Tutto ha il suo inizio in questa notte di Betlemme. Qui nasce il nuovo principio della storia dell’uomo. In Gesù Cristo si rivela la Grazia. Dio riconferma in lui il suo amore all’uomo. Infatti il canto natalizio della notte di Betlemme parla degli uomini che Dio ama (cf. Lc 2, 14).
4. Ecco una grande gioia: “vi annunzio una grande gioia, che sarà di tutto il popolo”. Non soltanto del popolo eletto dal quale nacque Gesù. È la gioia di tutti gli uomini. La gioia di ogni uomo. Il mistero della notte di Betlemme ha una portata universale. È la prima parola del Vangelo, cioè della buona novella.

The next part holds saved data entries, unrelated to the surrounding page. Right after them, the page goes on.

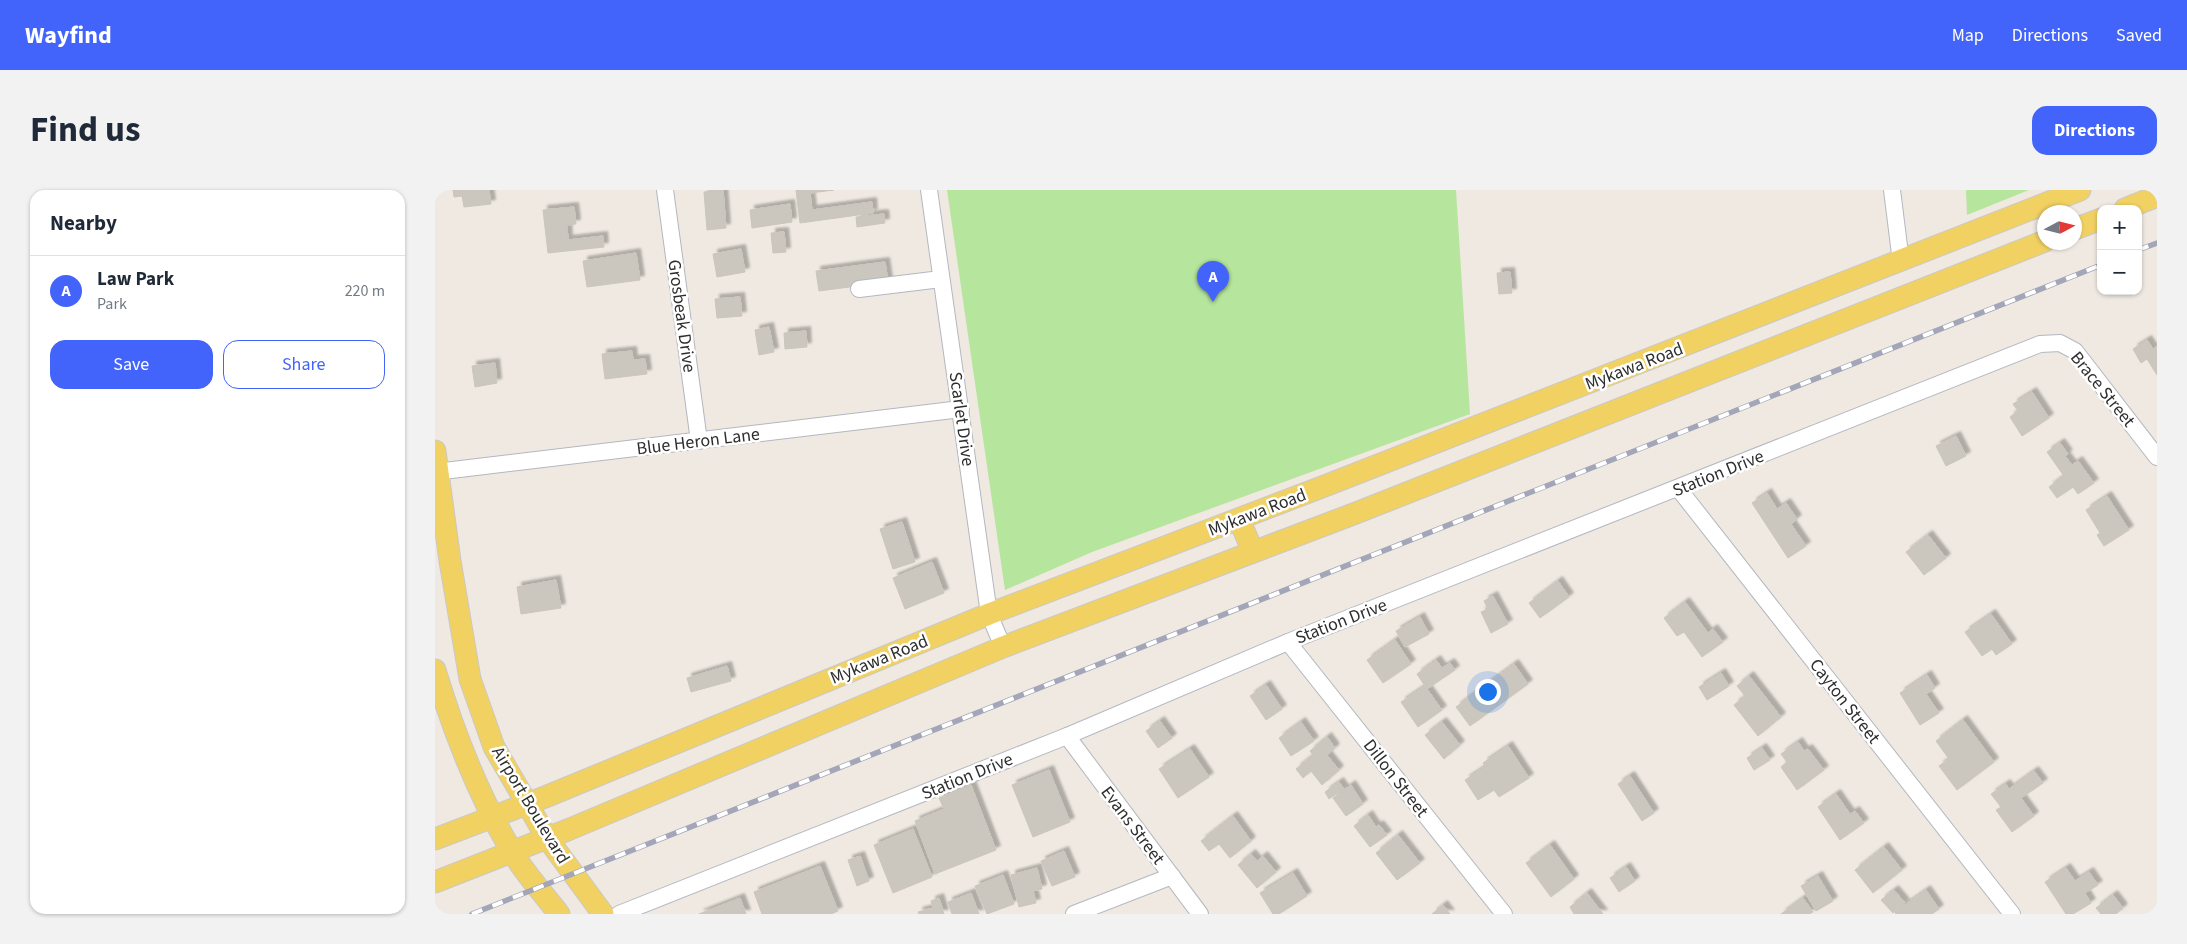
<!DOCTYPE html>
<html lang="en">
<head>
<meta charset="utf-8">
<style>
  :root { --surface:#fff; --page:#f2f2f3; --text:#1f2937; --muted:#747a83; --line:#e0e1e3; --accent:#4264fb }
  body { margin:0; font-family:"Source Sans 3",sans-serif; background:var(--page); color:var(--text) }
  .controls { position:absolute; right:15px; top:15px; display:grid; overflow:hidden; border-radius:10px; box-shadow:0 1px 4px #0004 }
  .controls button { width:45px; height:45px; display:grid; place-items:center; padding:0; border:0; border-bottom:1px solid var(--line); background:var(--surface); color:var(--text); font:25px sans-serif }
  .compass { position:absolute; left:1602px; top:15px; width:45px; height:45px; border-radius:50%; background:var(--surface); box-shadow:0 1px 4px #0004; rotate:83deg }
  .you { position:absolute; left:1052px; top:501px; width:18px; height:18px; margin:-12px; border:4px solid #fff; border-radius:50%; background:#1a73e8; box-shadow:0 0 0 8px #1a73e833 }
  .badge { display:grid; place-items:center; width:32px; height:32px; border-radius:50%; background:var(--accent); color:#fff; font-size:16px; font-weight:700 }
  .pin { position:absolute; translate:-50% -41px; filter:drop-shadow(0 1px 2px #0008) }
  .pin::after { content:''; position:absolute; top:26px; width:18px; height:15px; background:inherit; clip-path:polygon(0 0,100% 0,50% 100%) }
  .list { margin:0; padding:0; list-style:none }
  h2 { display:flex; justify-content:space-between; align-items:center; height:65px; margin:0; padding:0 20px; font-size:21px }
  h2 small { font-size:16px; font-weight:400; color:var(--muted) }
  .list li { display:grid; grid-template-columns:32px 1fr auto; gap:15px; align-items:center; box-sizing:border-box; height:70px; padding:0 20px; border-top:1px solid var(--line) }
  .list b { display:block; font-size:19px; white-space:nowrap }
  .list p { margin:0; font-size:16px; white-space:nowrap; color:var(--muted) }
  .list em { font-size:16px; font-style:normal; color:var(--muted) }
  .actions { display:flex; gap:10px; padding:15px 20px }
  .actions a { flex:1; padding:11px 0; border:1px solid var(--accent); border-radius:15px; text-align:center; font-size:18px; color:var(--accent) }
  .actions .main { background:var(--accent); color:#fff }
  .map { position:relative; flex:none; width:1722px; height:724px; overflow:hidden; border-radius:15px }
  header { display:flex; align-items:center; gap:30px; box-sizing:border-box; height:70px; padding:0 25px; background:var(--accent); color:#fff }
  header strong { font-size:24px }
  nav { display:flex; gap:28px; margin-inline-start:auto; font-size:18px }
  .intro { display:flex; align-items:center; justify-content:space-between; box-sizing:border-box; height:120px; padding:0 30px }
  h1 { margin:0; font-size:35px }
  .button { padding:12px 22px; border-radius:15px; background:var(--accent); color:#fff; font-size:18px; font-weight:700 }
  main { display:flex; gap:30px; padding:0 30px }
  aside { flex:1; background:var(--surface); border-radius:15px; box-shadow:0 1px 4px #0004 }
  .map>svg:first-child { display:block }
  .green { fill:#b6e59e }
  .building { fill:#cbc7bf; stroke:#cbc5ba; filter:url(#shadow) }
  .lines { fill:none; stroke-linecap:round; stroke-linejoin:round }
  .minor-casing { stroke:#b4b7c1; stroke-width:18 }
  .major-casing { stroke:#c9c9c9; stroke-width:23 }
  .minor { stroke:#fff; stroke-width:16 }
  .major { stroke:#f2d163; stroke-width:21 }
  .rail-casing { stroke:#a3a6b8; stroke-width:5.5 }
  .rail { stroke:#fff; stroke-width:4; stroke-dasharray:11; stroke-linecap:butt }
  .labels { text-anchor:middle; stroke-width:5; stroke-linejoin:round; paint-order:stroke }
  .street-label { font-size:18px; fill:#2e2e2e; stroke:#fff }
</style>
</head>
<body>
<header>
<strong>Wayfind</strong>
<nav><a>Map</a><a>Directions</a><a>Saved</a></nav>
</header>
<div class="intro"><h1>Find us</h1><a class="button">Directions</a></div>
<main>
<aside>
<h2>Nearby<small></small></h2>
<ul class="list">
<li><span class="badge">A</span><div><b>Law Park</b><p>Park</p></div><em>220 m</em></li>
</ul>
<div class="actions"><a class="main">Save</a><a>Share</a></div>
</aside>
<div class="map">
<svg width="1722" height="724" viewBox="0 0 1722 724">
  <defs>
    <filter id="shadow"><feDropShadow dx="4.5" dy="-4.5" stdDeviation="1" flood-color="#0004"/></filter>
  </defs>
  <rect width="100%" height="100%" fill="#efe9e1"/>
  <g class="green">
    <path d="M512,0H1021L1035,224L657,362L570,400Z"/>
    <path d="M1531,0H1594L1532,25Z"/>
  </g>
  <g class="building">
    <path d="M18,0H54L56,14L29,17L27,6L19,7Z"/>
    <path d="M288,0L291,38L272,40L269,2Z"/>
    <path d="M361,0H399L375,3L377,20L437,12L438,23L365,33Z"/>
    <path d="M355,14L357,32L317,38L315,20Z"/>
    <path d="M139,17L141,34L132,35L133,50L168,46L169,57L113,63L108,20Z"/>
    <path d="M449,24L450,33L422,37L421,27Z"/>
    <path d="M349,42L351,62L338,63L336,43Z"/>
    <path d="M306,59L310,82L282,87L278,64Z"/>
    <path d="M201,63L205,90L152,97L148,71Z"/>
    <path d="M450,72L453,92L384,101L381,81Z"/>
    <path d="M1075,82L1077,103L1064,104L1062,83Z"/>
    <path d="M305,107L307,126L282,128L280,109Z"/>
    <path d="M334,137L339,162L324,165L320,140Z"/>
    <path d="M371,141L372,157L350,159L349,143Z"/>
    <path d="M1712,150L1718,159L1722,156V185L1712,169L1706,173L1698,159Z"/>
    <path d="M197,161L198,170L210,169L212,184L170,189L167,164Z"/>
    <path d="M60,173L62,193L40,197L37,176Z"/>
    <path d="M1597,202L1614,228L1587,246L1575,227L1583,221L1578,214Z"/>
    <path d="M1521,246L1531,266L1511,276L1501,256Z"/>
    <path d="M1625,253L1633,264L1630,266L1637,275L1643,271L1659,293L1643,304L1638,297L1622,308L1614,297L1629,286L1612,262Z"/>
    <path d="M1332,303L1342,319L1351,313L1362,329L1356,334L1371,356L1353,368L1317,313Z"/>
    <path d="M1672,306L1694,340L1669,356L1662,345L1665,343L1651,320Z"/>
    <path d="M467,332L480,372L458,379L445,339Z"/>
    <path d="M1493,345L1511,368L1489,385L1471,362Z"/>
    <path d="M497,372L509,403L470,419L458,388Z"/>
    <path d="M121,390L126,418L86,424L82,397Z"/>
    <path d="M1123,391L1134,407L1105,428L1094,413Z"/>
    <path d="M1058,406L1073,434L1056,443L1046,422L1053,419L1049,411Z"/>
    <path d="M1250,412L1273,443L1278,439L1288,452L1267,467L1249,442L1242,446L1229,428Z"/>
    <path d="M1556,424L1577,454L1561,465L1557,459L1547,466L1530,442Z"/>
    <path d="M985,427L994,444L970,457L961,441Z"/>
    <path d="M960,450L976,474L948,493L932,470Z"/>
    <path d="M1001,470L1007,478L1015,473L1020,480L992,499L1007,520L983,537L966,512L990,496L982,484Z"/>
    <path d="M1079,474L1093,494L1035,536L1021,517Z"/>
    <path d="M292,476L296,491L256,502L252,488Z"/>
    <path d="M1286,483L1294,496L1272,510L1264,497Z"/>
    <path d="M1492,485L1500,498L1491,504L1504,523L1485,535L1465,503Z"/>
    <path d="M1314,486L1346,527L1323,546L1299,515L1310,506L1302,496Z"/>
    <path d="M831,495L847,519L831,530L815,506Z"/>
    <path d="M1528,530L1559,572L1522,600L1504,576L1514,569L1501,551Z"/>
    <path d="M725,531L737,548L723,558L711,541Z"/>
    <path d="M866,532L879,551L856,566L844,548Z"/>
    <path d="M1007,532L1025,555L1009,569L990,545Z"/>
    <path d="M892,547L900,558L892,565L904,580L887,595L876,581L868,588L861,579L878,565L875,561Z"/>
    <path d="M1363,552L1369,561L1373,559L1389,580L1362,600L1346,577L1352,572L1346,564Z"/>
    <path d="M1073,556L1094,588L1064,607L1059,600L1043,610L1030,590L1051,576L1048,573Z"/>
    <path d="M1327,558L1335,570L1319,580L1312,568Z"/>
    <path d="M755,559L774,587L743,608L724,579Z"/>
    <path d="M614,580L635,632L598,647L577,595Z"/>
    <path d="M1599,581L1608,593L1586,608L1599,626L1577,642L1561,620L1566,617L1556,604L1571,594L1574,599Z"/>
    <path d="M1195,586L1219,623L1207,631L1183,594Z"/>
    <path d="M904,592L909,599L894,609L890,602Z"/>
    <path d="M536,595L561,660L500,684L480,631L509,619L504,608Z"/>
    <path d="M916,595L928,614L911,626L898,608Z"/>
    <path d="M1401,604L1415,624L1420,621L1429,633L1405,650L1383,617Z"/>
    <path d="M933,625L941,637L944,635L952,645L935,657L919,636Z"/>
    <path d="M798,626L816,651L795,668L784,654L774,661L766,651Z"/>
    <path d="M478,639L497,687L458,703L439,655Z"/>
    <path d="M963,645L985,673L962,690L941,663Z"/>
    <path d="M1115,655L1139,689L1116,707L1091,673Z"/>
    <path d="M1449,657L1467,680L1438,703L1420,680Z"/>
    <path d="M629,661L640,687L617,696L606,671Z"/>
    <path d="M816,664L822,671L828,666L841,682L822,698L803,675Z"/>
    <path d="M425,666L434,691L422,696L413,670Z"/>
    <path d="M385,676L403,721L396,724H327L319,702Z"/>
    <path d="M1191,677L1200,691L1184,702L1175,688Z"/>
    <path d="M602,678L607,699L598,701L601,713L584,717L576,685Z"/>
    <path d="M1631,678L1640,691L1654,682L1663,695L1650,703L1656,713L1638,724H1631L1610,692Z"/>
    <path d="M858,683L872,706L844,724H838L825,703Z"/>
    <path d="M568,685L579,714L552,724L540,696Z"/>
    <path d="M1383,686L1398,711L1381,721L1366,696Z"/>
    <path d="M1459,700L1470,713L1458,723L1446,710Z"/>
    <path d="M1491,700L1504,719L1497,724H1461L1460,722Z"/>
    <path d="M536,703L544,724H517L513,712Z"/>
    <path d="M1152,703L1168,724H1139L1135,717Z"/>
    <path d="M1678,705L1688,718L1681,724H1666L1661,718Z"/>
    <path d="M305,708L311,724H264Z"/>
    <path d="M504,708L509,724H484L483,722L498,718L496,711Z"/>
    <path d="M1368,708L1378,722L1374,724H1346Z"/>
    <path d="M1008,715L1015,724H997Z"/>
  </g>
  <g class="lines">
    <defs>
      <g id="minor">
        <path d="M230,0L264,251"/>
        <path d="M494,0L554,424L568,457"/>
        <path d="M1457,0L1466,72"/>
        <path d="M424,99L506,89"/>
        <path d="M0,282L526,219"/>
        <path d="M1243,298L1577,724"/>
        <path d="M853,452L1069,724"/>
        <path d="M632,546L765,724"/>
        <path d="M184,724L632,546L853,452L1605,154L1625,153L1640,161L1722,267"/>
        <path d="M639,724L737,686"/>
      </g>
      <g id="major">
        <path d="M1690,19L1722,6"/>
        <path d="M1640,39L1666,29"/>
        <path d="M0,261L15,371L35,489L59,557L112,648L168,724"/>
        <path d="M804,329L818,362"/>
        <path d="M0,480C19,543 42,603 76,660C89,683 108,703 124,724"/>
        <path d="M0,649L110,607L554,424L887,297L1645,0"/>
        <path d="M0,692L135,639L568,457L921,323L1610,51"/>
      </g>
    </defs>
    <use href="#minor" class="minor-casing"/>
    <use href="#major" class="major-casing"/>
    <use href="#minor" class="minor"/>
    <use href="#major" class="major"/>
    <defs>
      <g id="rail">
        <path d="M1703,60L1722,53"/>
        <path d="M37,724L1666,75"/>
      </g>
    </defs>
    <use href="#rail" class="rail-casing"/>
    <use href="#rail" class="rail"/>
  </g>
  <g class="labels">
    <g class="street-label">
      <text transform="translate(247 126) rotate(82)" y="6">Grosbeak Drive</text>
      <text transform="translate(1199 176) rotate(-21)" y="6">Mykawa Road</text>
      <text transform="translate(1668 199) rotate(51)" y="6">Brace Street</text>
      <text transform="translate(527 229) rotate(82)" y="6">Scarlet Drive</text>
      <text transform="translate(263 251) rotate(-7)" y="6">Blue Heron Lane</text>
      <text transform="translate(1283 283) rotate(-22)" y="6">Station Drive</text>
      <text transform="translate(822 322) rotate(-21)" y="6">Mykawa Road</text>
      <text transform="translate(906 431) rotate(-21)" y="6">Station Drive</text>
      <text transform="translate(444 469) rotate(-22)" y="6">Mykawa Road</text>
      <text transform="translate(1410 511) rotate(52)" y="6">Cayton Street</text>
      <text transform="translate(532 586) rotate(-22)" y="6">Station Drive</text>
      <text transform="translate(961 588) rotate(52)" y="6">Dillon Street</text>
      <text transform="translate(96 615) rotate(59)" y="6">Airport Boulevard</text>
      <text transform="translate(698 635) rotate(53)" y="6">Evans Street</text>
    </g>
  </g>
</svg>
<div class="controls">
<button>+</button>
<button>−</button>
</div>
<svg class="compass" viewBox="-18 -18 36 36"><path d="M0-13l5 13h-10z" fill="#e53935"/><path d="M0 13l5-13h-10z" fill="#747a83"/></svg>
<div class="you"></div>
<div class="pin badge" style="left:778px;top:112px">A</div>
</div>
</main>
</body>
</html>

Dio si compiace in ogni uomo. Il Padre vede ciascuno di noi nel Figlio di Maria, poiché lui è il Figlio Eterno, della stessa sostanza del Padre. Egli stesso è il Figlio del compiacimento di Dio: Dio da Dio e Luce da Luce. In lui incominciamo ad esistere di nuovo, quando nasce per redimerci. In lui diventiamo “figli nel Figlio”, figli che Dio ama.
Non è forse proprio questa la prima e fondamentale verità della buona novella? Non è forse proprio questo che è atteso dall’uomo di tutti i tempi? La fondamentale e assoluta affermazione. Non ne ha forse bisogno anche – e forse in modo particolare – l’uomo dei nostri tempi? Non è questo che, in mezzo a tutte le conquiste del progresso della civiltà materiale, gli manca di più? Egli è tentato sin dall’inizio di voler diventare come Dio (cf. Gen 3, 5) . . . senza Dio! Senza il mistero dell’incarnazione. Senza la notte di Betlemme.
5. Tuttavia questa notte inconcepibile perdura e si ripete. “Vi annunzio una grande gioia”. La gioia che deriva da un dono puro, da un dono insuperabile. Non è possibile pensare a un dono più grande. Non è possibile offrire all’uomo un dono più grande. Occorre soltanto che egli apra gli occhi in questa notte, così come hanno fatto i pastori di Betlemme, e poi i magi dell’Oriente, e in seguito, nel corso dei secoli e delle generazioni, tanti e tanti altri.
Una gioia grande. Quest’è la gioia di tutto il creato, poiché in questa notte viene alla luce colui che è “generato prima di ogni creatura” (cf. Col 1, 15). Tutto il creato trova in lui, nel Verbo di Dio, la sua eterna origine, il suo posto: “tutto è stato fatto per mezzo di lui, e senza di lui niente è stato fatto di tutto ciò che esiste” (Gv 1, 3).
Oh, notte di Betlemme! Ci sia consentito di parlare con la voce di tutte le creature! Ci sia consentito di parlare con le lingue di tutti i popoli e di tutti gli uomini! Notte di Betlemme, ti salutiamo. Christus natus est nobis! Venite, adoremus!